Senator for Queensland
- In office 1 December 1984 – 30 June 1990

Personal details
- Born: 26 January 1952 (age 74) Sydney
- Party: Australian Labor Party

= John Black (Australian politician) =

Australian politician

John Rees Black (born 26 January 1952) is an Australian former politician. Born in Sydney, he was a journalist and industrial advocate before entering politics. In 1984, he was elected to the Australian Senate as a Labor Senator for Queensland. He remained a Senator until his defeat in 1990. John Black chaired the Senate Inquiry into "Drugs in Sport" which reported to Parliament in May 1989.This report provided the initial reference report on this important issue.

==Early life==
Black was born in Sydney on 26 January 1952, the third of five children born to Ivy Ada and Roger Foster Black. His father was an agricultural scientist and the family moved frequently when he was a child, spending time in New South Wales, Queensland and South Australia. Black completed high school in Queensland, attending Nambour State High School and Kedron State High School. He went on to attend both Flinders University and the University of Queensland, although he did not complete a degree.

==Career after politics==

Pioneered demographic profiling of Australian political and economic groups in Australia since 1975. Developed demographic strategy for the Australian Labor Party national campaign in 1983.

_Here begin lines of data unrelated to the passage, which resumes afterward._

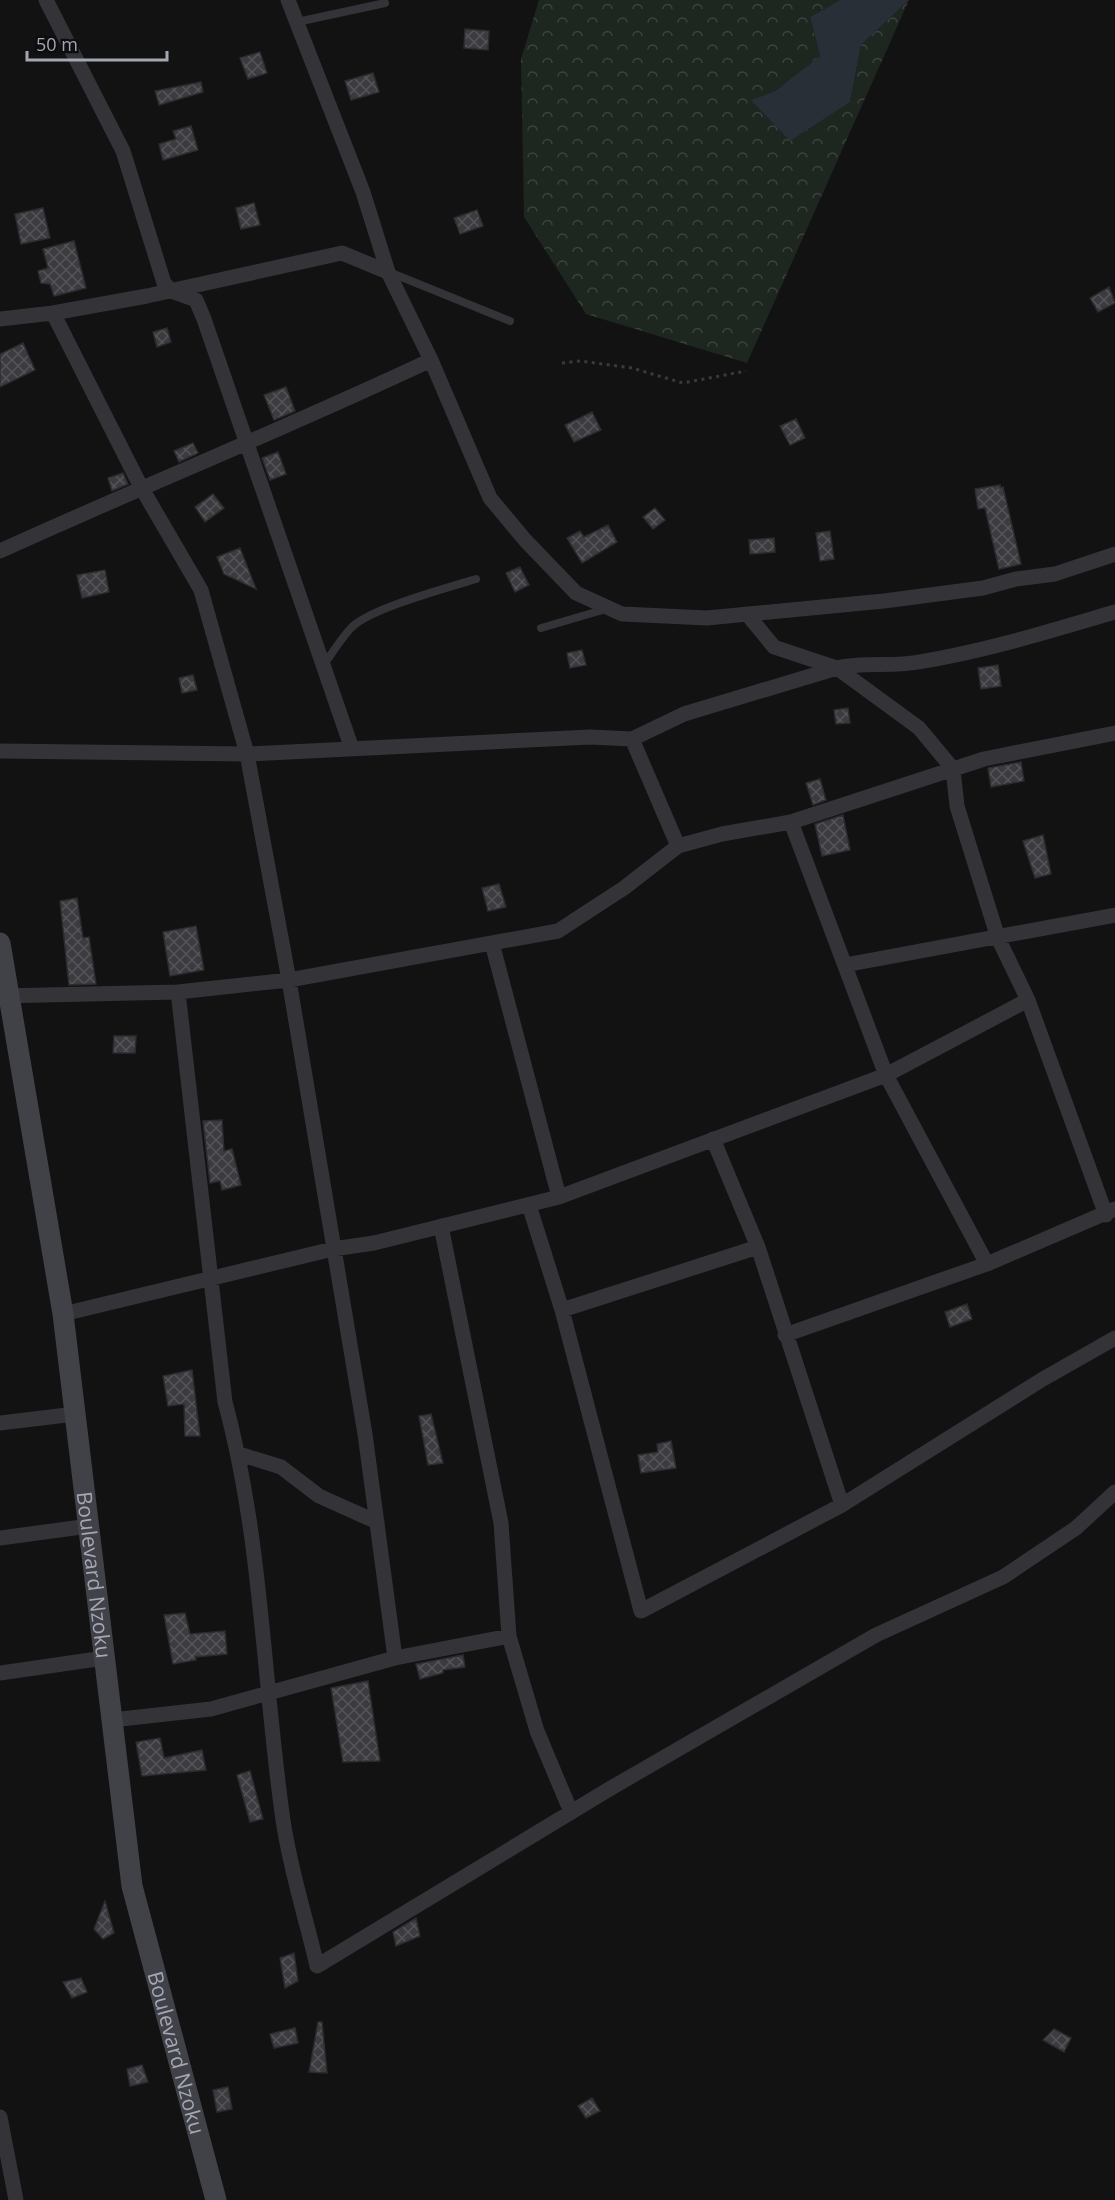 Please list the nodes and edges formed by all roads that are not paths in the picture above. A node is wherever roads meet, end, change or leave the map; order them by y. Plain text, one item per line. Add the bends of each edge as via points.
1 (46, 0) edge
2 (288, 0) edge
3 (385, 3) dead end
4 (297, 22) junction
5 (388, 272) junction
6 (171, 291) junction
7 (53, 313) junction
8 (0, 319) edge
9 (510, 321) dead end
10 (431, 360) junction
11 (246, 443) junction
12 (141, 487) junction
13 (0, 551) edge
14 (1115, 554) edge
15 (476, 579) dead end
16 (609, 608) junction
17 (1115, 612) edge
18 (747, 614) junction
19 (541, 628) dead end
20 (323, 666) junction
21 (837, 668) junction
22 (1115, 733) edge
23 (632, 739) junction
24 (352, 749) junction
25 (0, 751) edge
26 (247, 754) junction
27 (953, 769) junction
28 (791, 822) junction
29 (678, 846) junction
30 (1115, 915) edge
31 (998, 938) junction
32 (0, 943) edge
33 (492, 943) junction
34 (845, 965) junction
35 (289, 980) junction
36 (178, 992) junction
37 (5, 996) edge
38 (1028, 1000) junction
39 (886, 1075) junction
40 (713, 1139) junction
41 (559, 1197) junction
42 (528, 1205) junction
43 (1110, 1212) edge
44 (441, 1226) junction
45 (758, 1247) junction
46 (333, 1249) junction
47 (987, 1264) junction
48 (211, 1278) junction
49 (562, 1310) junction
50 (63, 1314) junction
51 (785, 1335) junction
52 (1115, 1338) edge
53 (75, 1414) junction
54 (0, 1423) edge
55 (239, 1454) junction
56 (1115, 1492) edge
57 (842, 1504) junction
58 (376, 1522) junction
59 (89, 1526) junction
60 (0, 1539) edge
61 (509, 1636) junction
62 (104, 1658) junction
63 (395, 1658) junction
64 (0, 1672) edge
65 (269, 1693) junction
66 (112, 1720) junction
67 (571, 1812) junction
68 (0, 2117) edge
69 (16, 2200) edge
70 (216, 2200) edge

1 - 6 street via 123,151 164,283
2 - 4 street
3 - 4 lane
4 - 5 street via 363,192
5 - 6 street via 342,253
5 - 9 lane
5 - 10 street
6 - 7 street
6 - 11 street via 196,300
7 - 8 street
7 - 12 street
10 - 11 street
10 - 16 street via 490,498 576,593
11 - 12 street
11 - 20 street
12 - 13 street
12 - 26 street via 201,590
14 - 18 street via 1055,574 983,588
15 - 20 lane via 428,593 365,619 352,627
16 - 18 street via 622,614 707,618
16 - 19 lane
17 - 21 street via 998,646 917,663
18 - 21 street via 774,647
20 - 24 street
21 - 23 street via 684,714
21 - 27 street via 920,728
22 - 27 street via 984,759
23 - 24 street via 590,737
23 - 29 street
24 - 26 street
25 - 26 street
26 - 35 street
27 - 28 street
27 - 31 street via 957,806
28 - 29 street
28 - 34 street
29 - 33 street via 624,888 558,931
30 - 31 street
31 - 34 street
31 - 38 street
32 - 37 street, Boulevard Nzoku
33 - 35 street
33 - 41 street
34 - 39 street
35 - 36 street
35 - 46 street
36 - 37 street
36 - 48 street
37 - 50 street, Boulevard Nzoku
38 - 39 street
38 - 43 street
39 - 40 street
39 - 47 street
40 - 41 street
40 - 45 street
41 - 42 street
42 - 44 street
42 - 49 street
43 - 47 street
44 - 46 street
44 - 61 street via 501,1523
45 - 49 street
45 - 51 street
46 - 48 street
46 - 58 street
47 - 51 street
48 - 50 street
48 - 55 street via 225,1402
49 - 57 street via 641,1611
50 - 53 street, Boulevard Nzoku
51 - 57 street
52 - 57 street
53 - 54 street
53 - 59 street, Boulevard Nzoku
55 - 58 street via 281,1467 319,1496
55 - 65 street
56 - 67 street via 1076,1528 1003,1577 876,1635
58 - 63 street
59 - 60 street
59 - 62 street, Boulevard Nzoku
61 - 63 street
61 - 67 street via 537,1731
62 - 64 street
62 - 66 street, Boulevard Nzoku
63 - 65 street
65 - 66 street via 211,1709
65 - 67 street via 284,1822 317,1966
66 - 70 street, Boulevard Nzoku via 132,1886
68 - 69 street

In 1994, Black established a demographic research and marketing group called Australian Development Strategies of which he is Founder and Executive chairman. He has been a regular commentator on Australian politics. He has also maintained a lifelong interest in the issue of drugs in sport and has been a founding board member of the Australian Sports Anti-Doping Agency. He is a part-time Senior Member of the Australian Administrative Appeals Tribunal.

Black is currently a guest commentator for the ABC and a columnist for The Australian.